On 13 November 2014 09:57, Claudio Fontana claudio.fontana@huawei.com wrote:
I agree with you that as a result of this discussion, the solution for QEMU upstreaming purposes needs to take everything discussed (possibly more) into account.
(Picking this email as a reasonable if slightly arbitrary place to try to summarise this discussion thread...)
Everybody agrees that we need to support guests that want to use ACPI. There are several possible approaches to this that have been proposed:
1. all-in-QEMU: generate a complete single ACPI table in QEMU and pass it to the guest and/or firmware, as this RFC does
2. all-in-UEFI: don't do any ACPI table generation in QEMU; just create a device tree (and some standardised interfaces for hotplugging, etc), and let the UEFI firmware put together the ACPI tables accordingly
3. mixed-mode: follow the x86/QEMU practice, and have QEMU generate a set of ACPI table fragments, which UEFI then has to stitch together in combination with any extras it wants to add itself before passing the result to the guest. [Some of these fragments might need to be generated on-demand and supplied via a fw_cfg-like conduit device; this is necessary on x86 and might be also for ARM.]
My opinion about the best approach has swung all over the place during the course of this discussion, but at the moment I think mixed-mode is the way to go.
The most common use case for ACPI is going to be with UEFI, and I'm told that the details of Tianocore and the ACPI binary format mean that it's not possible for UEFI to edit a complete ACPI blob to add any extra items it needs to, so for this use case the all-in-QEMU approach won't work. We could in theory support all-in-QEMU as an extra boot protocol for directly booting a guest that used ACPI without UEFI, alongside one of the other two methods, but I'm pretty reluctant to support multiple ways of constructing the ACPI tables and I think we have agreement that we don't need to do that. That means we can drop 'all-in-QEMU' from consideration and concentrate on the other two options.
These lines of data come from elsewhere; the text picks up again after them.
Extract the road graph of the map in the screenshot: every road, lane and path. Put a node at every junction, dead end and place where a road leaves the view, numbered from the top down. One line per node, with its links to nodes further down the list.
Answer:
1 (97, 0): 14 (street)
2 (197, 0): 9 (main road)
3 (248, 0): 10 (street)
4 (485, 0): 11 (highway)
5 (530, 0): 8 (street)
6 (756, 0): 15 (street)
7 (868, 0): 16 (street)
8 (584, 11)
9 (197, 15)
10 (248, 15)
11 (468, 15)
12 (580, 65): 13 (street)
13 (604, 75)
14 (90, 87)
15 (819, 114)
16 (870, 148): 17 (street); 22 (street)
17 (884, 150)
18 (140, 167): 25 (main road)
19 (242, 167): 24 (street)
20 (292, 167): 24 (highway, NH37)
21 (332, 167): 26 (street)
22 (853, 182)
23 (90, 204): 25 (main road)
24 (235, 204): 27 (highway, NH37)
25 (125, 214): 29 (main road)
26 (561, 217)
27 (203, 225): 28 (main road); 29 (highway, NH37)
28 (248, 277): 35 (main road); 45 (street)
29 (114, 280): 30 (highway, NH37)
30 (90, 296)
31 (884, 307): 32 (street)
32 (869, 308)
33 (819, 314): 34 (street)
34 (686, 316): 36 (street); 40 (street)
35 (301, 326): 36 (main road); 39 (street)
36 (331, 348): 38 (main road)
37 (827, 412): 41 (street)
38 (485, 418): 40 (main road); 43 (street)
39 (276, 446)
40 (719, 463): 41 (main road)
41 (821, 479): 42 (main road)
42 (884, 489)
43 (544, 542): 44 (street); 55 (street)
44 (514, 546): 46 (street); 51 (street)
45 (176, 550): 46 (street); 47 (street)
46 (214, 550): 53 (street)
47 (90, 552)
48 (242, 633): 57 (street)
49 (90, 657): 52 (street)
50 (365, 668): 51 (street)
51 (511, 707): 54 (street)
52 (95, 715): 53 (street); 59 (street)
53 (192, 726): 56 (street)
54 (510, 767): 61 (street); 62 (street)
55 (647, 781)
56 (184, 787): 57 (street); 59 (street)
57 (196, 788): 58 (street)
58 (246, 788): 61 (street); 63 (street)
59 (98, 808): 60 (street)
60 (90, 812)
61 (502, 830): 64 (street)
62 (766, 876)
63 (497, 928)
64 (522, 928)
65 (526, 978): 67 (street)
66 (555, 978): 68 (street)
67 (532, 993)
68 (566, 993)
The all-in-UEFI approach is potentially workable, and from a QEMU maintainer's perspective it has the attraction of a clean separation: QEMU only has to describe hardware in one way, and all the ACPI related code is in the firmware. However it also has some definite demerits: * we'd need code in UEFI to create ACPI tables based on the device tree information, which is at minimum code that nobody's written yet, and could be difficult even given the restriction that it only has to cope with the particular subset of dtb that QEMU generates * adding support for something like "hotplug-$FOO" needs changes in QEMU and also in UEFI, even if UEFI would otherwise not need to care about the hotplugging, because it has to translate the relevant dtb entries into ACPI * we would need to specify and define dt bindings for any (virtual) hardware used for notifying and controlling hotplug type features rather than these being an implementation detail of QEMU (though we might want to define these anyway so that you can use hotplug etc from a non-ACPI non-UEFI guest, of course)
Going with mixed-mode does mean we end up with a sort of triplication of code (once to create the board model, once to describe it in DT and once to describe it in ACPI), but the payoff is that we get to handle ACPI the same way as we do on x86, which includes a lot of preexisting code both in QEMU and in UEFI. We also don't need to update the UEFI code when we add new hotplug features.
Does anybody have an approach that I've missed from my list of three, or any advantages/disadvantages to add that might tilt the decision in a different direction?